GEICO offers a pay-per-mile option in select states through their DriveEasy program. The specifics vary by location, but the concept is the same: less driving, lower premiums.
| Company | Structure | Tracking Method |
|---|---|---|
| Allstate Milewise | Daily base + per mile | OBD-II device |
| Metromile (Lemonade) | Monthly base + ~$0.05/mile | Metromile Pulse device |
| Nationwide SmartMiles | Base rate + per mile | Telematics device |
| GEICO DriveEasy | Varies by state | App or device |
Availability depends on your state. Not every program is offered everywhere, so you’ll need to check which options are available where you live.
What Kind of Savings Are We Talking About?
The exact numbers vary based on your location, vehicle, driving history, and how few miles you actually drive. But to give you a rough sense:
If you’re currently paying $150 a month for standard insurance and you only drive 4,000 miles a year, switching to a pay-per-mile plan could bring that down to $60-90 a month. Over a year, that’s $700 to $1,000 back in your pocket. For a car that mostly sits parked, that’s a lot of money to save just by switching how your premium is calculated.
Even drivers in the 7,000-8,000 mile per year range often see meaningful savings, though the gap narrows as your mileage increases. Once you’re consistently above 10,000-12,000 miles annually, standard insurance tends to be the same price or cheaper.
Things to Consider Before Switching
Coverage is still real insurance. Pay-per-mile plans meet all the same legal requirements as traditional auto insurance. You still get liability coverage, and you can add comprehensive, collision, and uninsured motorist coverage just like a regular policy. The only difference is how the premium is calculated.
Privacy is a valid concern. These programs know where your car goes and when. Most companies say they don’t sell your location data, but you are handing over detailed driving information. If that bothers you, weigh it against the savings and decide what you’re comfortable with.
Your bill will fluctuate. Unlike a fixed monthly premium, your pay-per-mile bill changes based on your actual driving. Months where you take a road trip will cost more. Months where you barely drive will cost less. If you prefer knowing exactly what your insurance bill will be every month, the variability might be annoying.

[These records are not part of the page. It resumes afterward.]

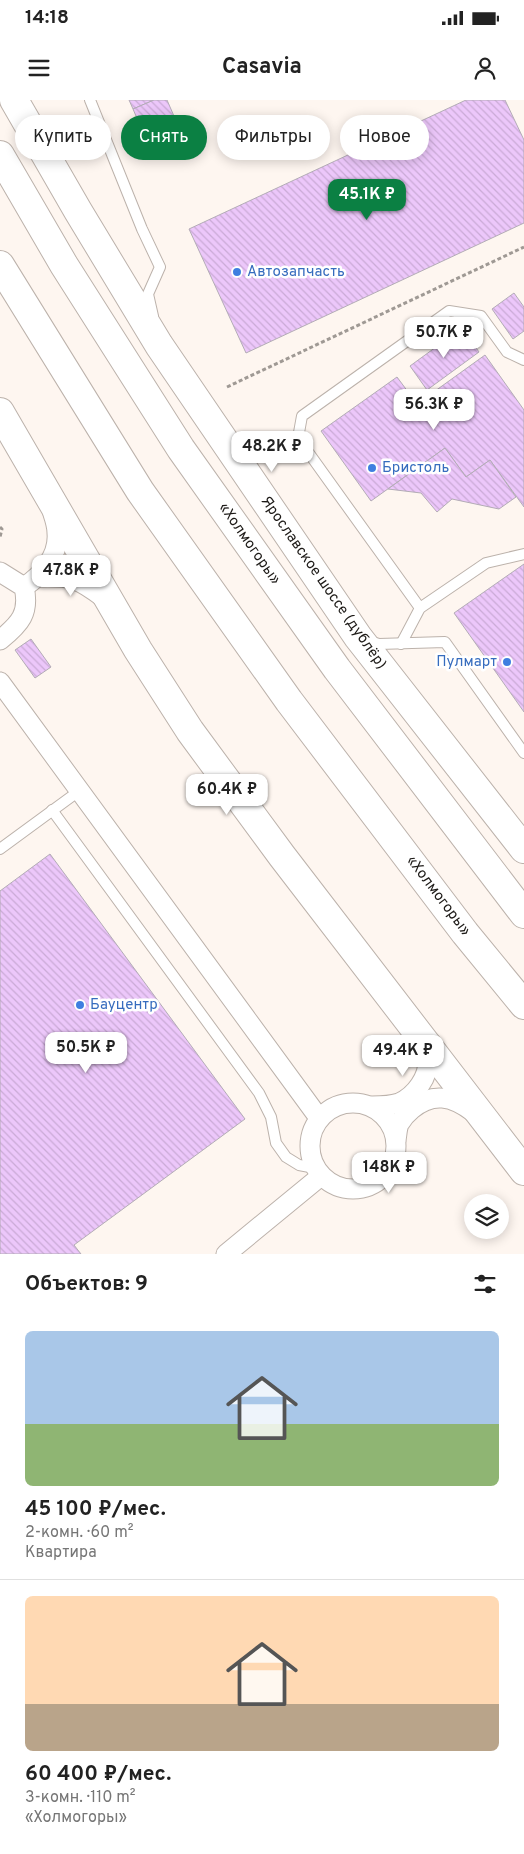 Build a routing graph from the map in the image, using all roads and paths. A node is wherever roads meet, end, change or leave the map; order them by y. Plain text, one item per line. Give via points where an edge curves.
1 (14, 100) edge
2 (90, 100) edge
3 (0, 155) edge
4 (524, 248) edge
5 (0, 266) edge
6 (159, 345) junction
7 (524, 360) edge
8 (227, 387) dead end
9 (0, 412) edge
10 (50, 499) junction
11 (0, 527) edge
12 (0, 536) edge
13 (524, 554) edge
14 (0, 572) edge
15 (31, 582) junction
16 (108, 601) junction
17 (420, 608) junction
18 (358, 637) junction
19 (0, 640) edge
20 (401, 644) junction
21 (0, 682) edge
22 (524, 753) edge
23 (79, 791) junction
24 (52, 810) junction
25 (0, 849) edge
26 (524, 849) edge
27 (524, 914) edge
28 (524, 1005) edge
29 (421, 1038) junction
30 (372, 1106) junction
31 (319, 1118) junction
32 (482, 1119) junction
33 (396, 1140) junction
34 (318, 1172) junction
35 (524, 1172) edge
36 (226, 1254) edge

1 - 6 main road, Ярославское шоссе (дублёр)
2 - 6 lane via 160,267 148,294
3 - 27 main road, «Холмогоры» via 64,265 181,449 337,669
4 - 8 path
5 - 28 main road, «Холмогоры» via 140,491 283,693 465,933
6 - 18 main road, Ярославское шоссе (дублёр)
7 - 17 lane via 507,352 481,316 449,310 302,416 298,438
9 - 10 main road
10 - 15 street via 58,534 54,554
10 - 16 main road
11 - 12 path
13 - 17 lane via 486,563
14 - 15 street
15 - 16 street via 63,576 85,584
15 - 19 street via 23,616 15,628
16 - 29 main road via 190,731
17 - 20 lane
18 - 20 lane via 379,644
18 - 26 main road, Ярославское шоссе (дублёр)
20 - 22 lane via 445,642
21 - 23 street
23 - 24 lane
23 - 31 street
24 - 25 lane
24 - 34 lane via 259,1093 271,1118 276,1142 286,1158
29 - 30 street via 428,1057 423,1081 400,1102
29 - 32 main road
30 - 31 street via 344,1104
30 - 33 street via 387,1120
31 - 34 street via 310,1137 309,1148
32 - 33 street via 452,1099 426,1100 400,1123
32 - 35 main road
33 - 34 street via 391,1166 372,1185 340,1188
34 - 36 street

Not every state has every option. Pay-per-mile insurance is growing, but it’s not universally available yet. Check which programs operate in your state before getting too far into the comparison process.
Is It Worth It?
If you drive under 10,000 miles a year, yes. Full stop. You’re paying premiums calculated for someone who drives more than you do, and pay-per-mile fixes that imbalance. The sign-up process is straightforward, the device installation takes two minutes, and the savings start showing up on your very first bill.
Check quotes from a couple of the companies listed above, compare them to what you’re currently paying, and see what the numbers say. For low-mileage drivers, this is one of the easiest ways to cut a recurring expense without changing anything about your daily life. You keep the same car, drive the same routes, and just pay less for the privilege of being insured while doing it.